Restate the data word for word and leave the images out.
☆ ☆ ☆ ☆
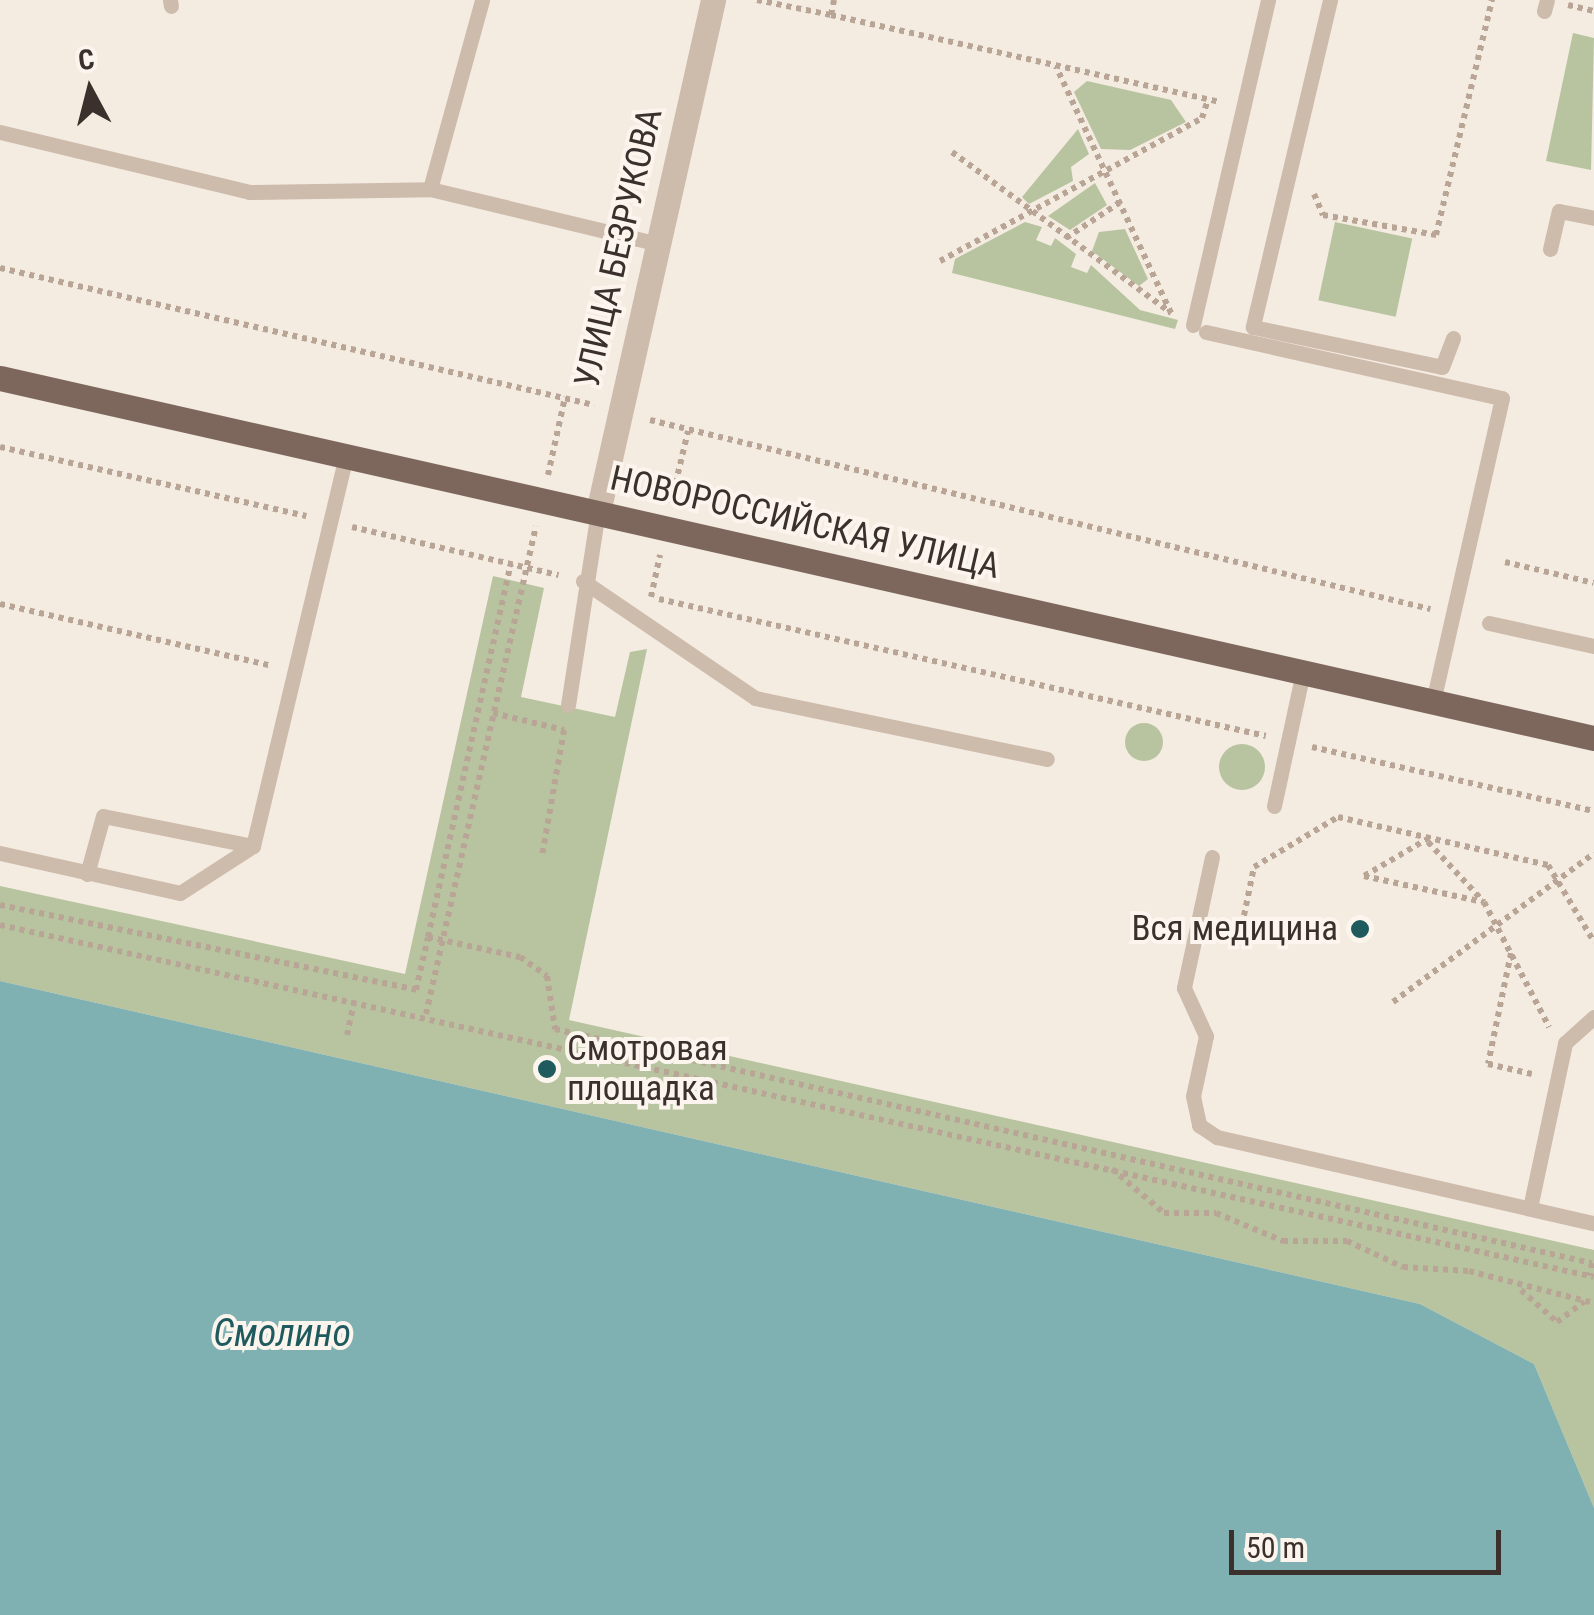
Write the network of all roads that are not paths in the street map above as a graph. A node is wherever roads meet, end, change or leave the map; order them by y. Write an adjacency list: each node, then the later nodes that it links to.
1 (482, 0): 6 (lane)
2 (714, 0): 8 (street, УЛИЦА БЕЗРУКОВА)
3 (1268, 0): 18 (lane)
4 (1330, 0): 10 (lane)
5 (0, 132): 6 (lane)
6 (430, 189): 8 (lane)
7 (1594, 218): 9 (lane)
8 (656, 243): 13 (street, УЛИЦА БЕЗРУКОВА)
9 (1550, 249)
10 (1452, 338)
11 (0, 378): 12 (main road, НОВОРОССИЙСКАЯ УЛИЦА)
12 (346, 456): 13 (main road, НОВОРОССИЙСКАЯ УЛИЦА); 23 (lane)
13 (598, 512): 14 (lane); 17 (main road, НОВОРОССИЙСКАЯ УЛИЦА)
14 (583, 581): 19 (lane); 21 (lane)
15 (1489, 623): 16 (lane)
16 (1594, 646)
17 (1303, 672): 18 (main road, НОВОРОССИЙСКАЯ УЛИЦА); 22 (lane)
18 (1433, 702): 20 (main road, НОВОРОССИЙСКАЯ УЛИЦА)
19 (568, 705)
20 (1594, 738)
21 (1048, 759)
22 (1274, 806)
23 (253, 846): 26 (lane); 26 (lane)
24 (0, 853): 26 (lane)
25 (1212, 857): 28 (lane)
26 (88, 874)
27 (1594, 1017): 28 (lane)
28 (1530, 1208): 29 (lane)
29 (1594, 1223)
☆ ☆ ☆ ☆
→ Result of this task:
Write the network of all roads that are not paths in the street map above as a graph. A node is wherever roads meet, end, change or leave the map; order them by y. Write an adjacency list: each node, then the later nodes that it links to.
1 (482, 0): 6 (lane)
2 (714, 0): 8 (street, УЛИЦА БЕЗРУКОВА)
3 (1268, 0): 18 (lane)
4 (1330, 0): 10 (lane)
5 (0, 132): 6 (lane)
6 (430, 189): 8 (lane)
7 (1594, 218): 9 (lane)
8 (656, 243): 13 (street, УЛИЦА БЕЗРУКОВА)
9 (1550, 249)
10 (1452, 338)
11 (0, 378): 12 (main road, НОВОРОССИЙСКАЯ УЛИЦА)
12 (346, 456): 13 (main road, НОВОРОССИЙСКАЯ УЛИЦА); 23 (lane)
13 (598, 512): 14 (lane); 17 (main road, НОВОРОССИЙСКАЯ УЛИЦА)
14 (583, 581): 19 (lane); 21 (lane)
15 (1489, 623): 16 (lane)
16 (1594, 646)
17 (1303, 672): 18 (main road, НОВОРОССИЙСКАЯ УЛИЦА); 22 (lane)
18 (1433, 702): 20 (main road, НОВОРОССИЙСКАЯ УЛИЦА)
19 (568, 705)
20 (1594, 738)
21 (1048, 759)
22 (1274, 806)
23 (253, 846): 26 (lane); 26 (lane)
24 (0, 853): 26 (lane)
25 (1212, 857): 28 (lane)
26 (88, 874)
27 (1594, 1017): 28 (lane)
28 (1530, 1208): 29 (lane)
29 (1594, 1223)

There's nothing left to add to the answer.